I'm sorry, but I've been doing SGML and XML for well over a decade,
have been an author/editor of a number of industry DTDs (including
the modularization of XHTML and the XTM DTD), but rather than spout
my CV at you, please read the relevant passages from either ISO 8879,
Goldfarb, or any book on SGML. If you want to get picky about language,
the declaration subset contains the DTD. That can be as an external
subset (the most common, since it's an external reference to a document
called a DTD) and/or an optional internal subset. But all parts of the
declaration subset, including the external and internal subsets, are
part of the prolog.
The document instance includes the document
element (in this case and all of its descendent content).
You generally don't want to see the prolog, and you generally don't
want to store it.
Why wouldn't you want to store the prolog? Are you referring specifically to
Xindice when you make that comment? Or making a more general comment?
Why would anyone want to look at the schema for the document they're
storing? They generally have access to a reference to it in the
DOCTYPE, which either via a direct URI reference or via a catalog
lookup points to the actual DTD. If you can see the DOCTYPE, you
(as an analyst) can locate the DTD. If you can't, then the system
can't either.
The DOCTYPE declaration provides references to
DTD, which is instantiated as part of the process of validating the
document. You may want to store the reference(s), but you wouldn't
want to store the DTD each time you store the document, as that
would be a real waste (the DTD is often bigger than the document).
It sounds like your well-formed and valid document isn't being
considered as such by the XML processor.
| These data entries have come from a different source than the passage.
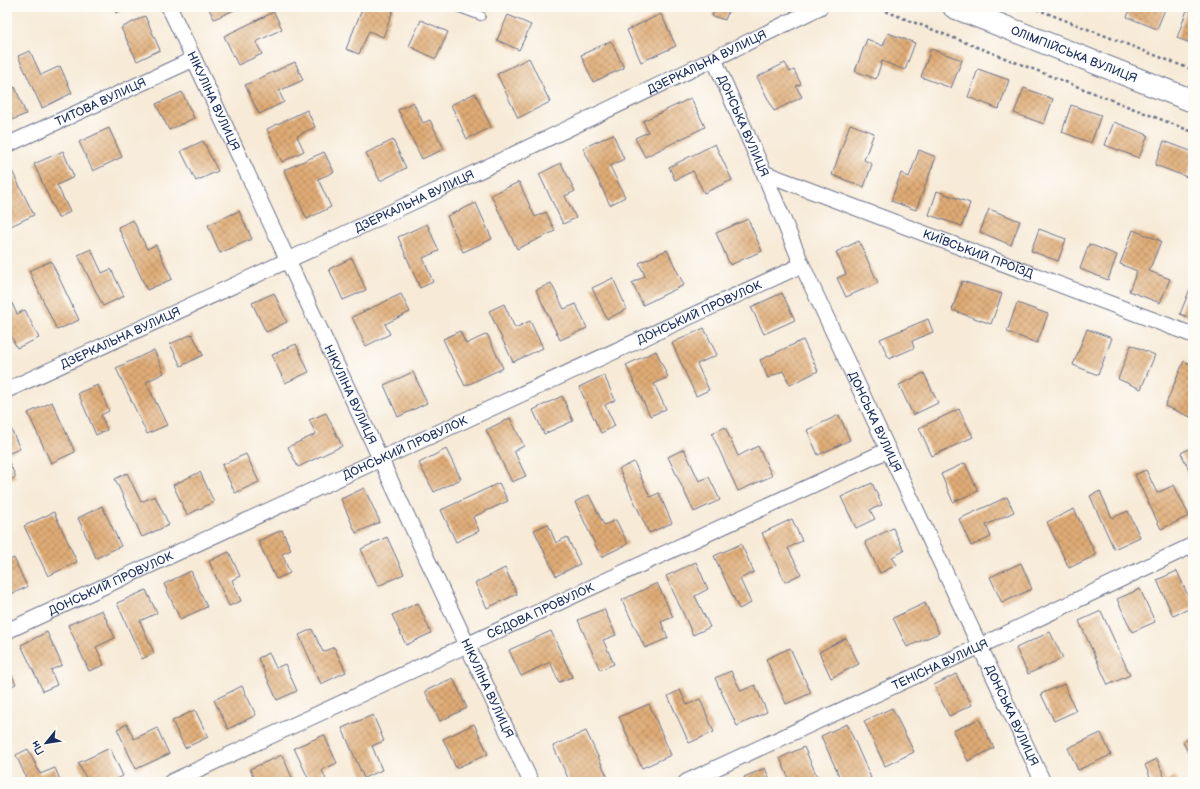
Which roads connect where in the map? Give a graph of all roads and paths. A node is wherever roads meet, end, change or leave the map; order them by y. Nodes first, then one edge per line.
1 (169, 7) edge
2 (456, 7) edge
3 (820, 7) edge
4 (875, 7) edge
5 (954, 7) edge
6 (1032, 7) edge
7 (481, 16) dead end
8 (194, 59) junction
9 (714, 59) junction
10 (1193, 70) edge
11 (1193, 101) edge
12 (1193, 132) edge
13 (7, 145) edge
14 (764, 173) junction
15 (288, 261) junction
16 (802, 265) junction
17 (1193, 335) edge
18 (7, 390) edge
19 (888, 450) junction
20 (381, 459) junction
21 (1193, 545) edge
22 (7, 631) edge
23 (468, 645) junction
24 (980, 646) junction
25 (171, 782) edge
26 (531, 782) edge
27 (686, 782) edge
28 (1043, 782) edge

1 - 8 street, НІКУЛІНА ВУЛИЦЯ
2 - 7 lane
3 - 9 street, ДЗЕРКАЛЬНА ВУЛИЦЯ
4 - 12 path
5 - 11 main road, ОЛІМПІЙСЬКА ВУЛИЦЯ
6 - 10 path
8 - 13 street, ТИТОВА ВУЛИЦЯ
8 - 15 street, НІКУЛІНА ВУЛИЦЯ
9 - 14 street, ДОНСЬКА ВУЛИЦЯ
9 - 15 street, ДЗЕРКАЛЬНА ВУЛИЦЯ
14 - 16 street, ДОНСЬКА ВУЛИЦЯ
14 - 17 street, КИЇВСЬКИЙ ПРОЇЗД
15 - 18 street, ДЗЕРКАЛЬНА ВУЛИЦЯ
15 - 20 street, НІКУЛІНА ВУЛИЦЯ
16 - 19 street, ДОНСЬКА ВУЛИЦЯ
16 - 20 street, ДОНСЬКИЙ ПРОВУЛОК
19 - 23 street, СЄДОВА ПРОВУЛОК
19 - 24 street, ДОНСЬКА ВУЛИЦЯ
20 - 22 street, ДОНСЬКИЙ ПРОВУЛОК
20 - 23 street, НІКУЛІНА ВУЛИЦЯ
21 - 24 street, ТЕНІСНА ВУЛИЦЯ
23 - 25 street, СЄДОВА ПРОВУЛОК
23 - 26 street, НІКУЛІНА ВУЛИЦЯ
24 - 27 street, ТЕНІСНА ВУЛИЦЯ
24 - 28 street, ДОНСЬКА ВУЛИЦЯ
The error message indicates
that there is content (i.e., either elements or character data) in
the part of the document considered as the prolog. You may be missing
the last ">" on line 2 above, as that would normally be the beginning
of the internal subset. If it found "<html" (or something similar),
you might get that error.
As I said it would be useful for us to see the prolog so we could help to
identify if there is an error in Vladimir's prolog or not.
It would be useful to see the whole document.
Murray
......................................................................
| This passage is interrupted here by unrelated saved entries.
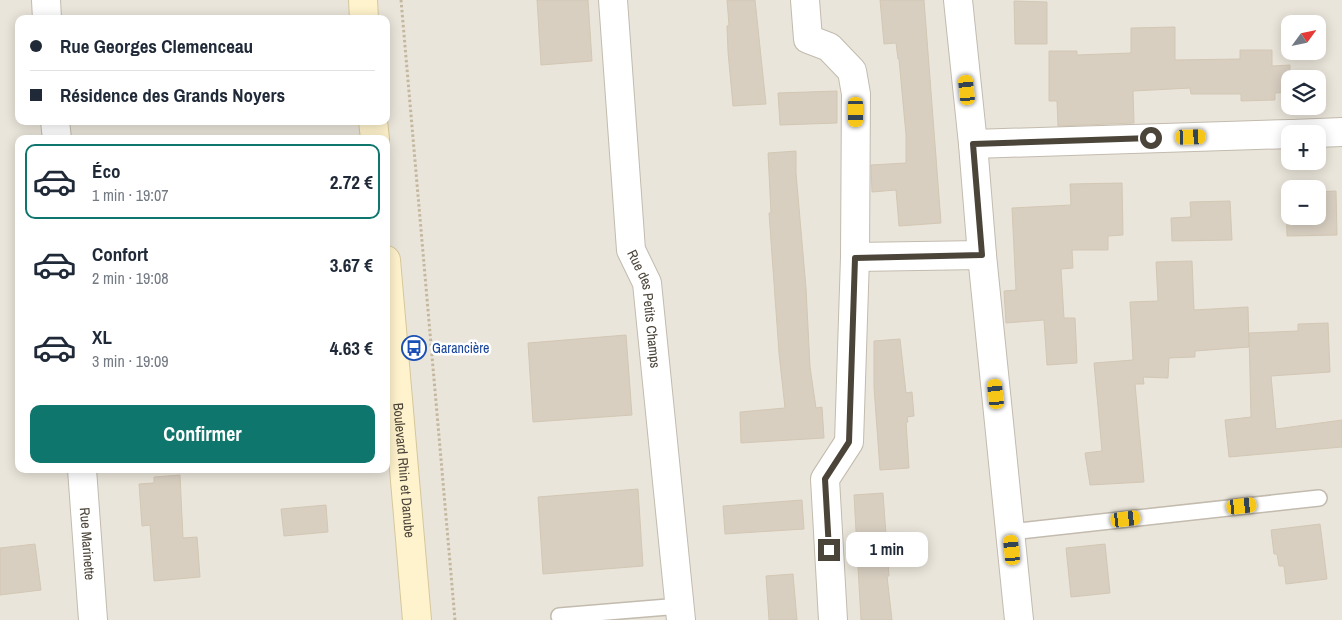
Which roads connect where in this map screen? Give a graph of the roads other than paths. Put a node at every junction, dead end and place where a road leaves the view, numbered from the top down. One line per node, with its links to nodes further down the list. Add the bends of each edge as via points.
1 (46, 0): 6 (street)
2 (363, 0): 7 (main road)
3 (613, 0): 18 (street, Rue des Petits Champs, via 631,250 647,283)
4 (805, 0): 13 (street, via 808,39 829,47 852,71 856,94)
5 (958, 0): 11 (street)
6 (47, 15)
7 (364, 15)
8 (1342, 132): 9 (street)
9 (1326, 133)
10 (1281, 134): 11 (street)
11 (973, 144): 12 (street)
12 (982, 255): 13 (street); 17 (street)
13 (855, 258): 22 (street, via 849,442 825,479)
14 (390, 306): 21 (main road, Boulevard Rhin et Danube)
15 (82, 473): 20 (street, Rue Marinette)
16 (1319, 498): 17 (lane)
17 (1010, 532): 23 (street)
18 (681, 613): 19 (lane)
19 (559, 616)
20 (93, 620)
21 (417, 620)
22 (834, 620)
23 (1019, 620)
Murray Altheim http://kmi.open.ac.uk/people/murray/
Knowledge Media Institute
The Open University, Milton Keynes, Bucks, MK7 6AA, UK .
"I'm a war president. I make decisions here in the Oval Office
in foreign policy matters with war on my mind." -- George W. Bush
http://news.bbc.co.uk/1/hi/world/americas/3470139.stm
"This is the new Mein Kampf. Only Hitler did not have nuclear
weapons. It's the scariest document I've ever read in my life."
-- Dr. Helen Caldicott, referring to the Project for the
New American Century report entitled "Rebuilding America's
Defenses: Strategy, Forces and Resources For a New Century"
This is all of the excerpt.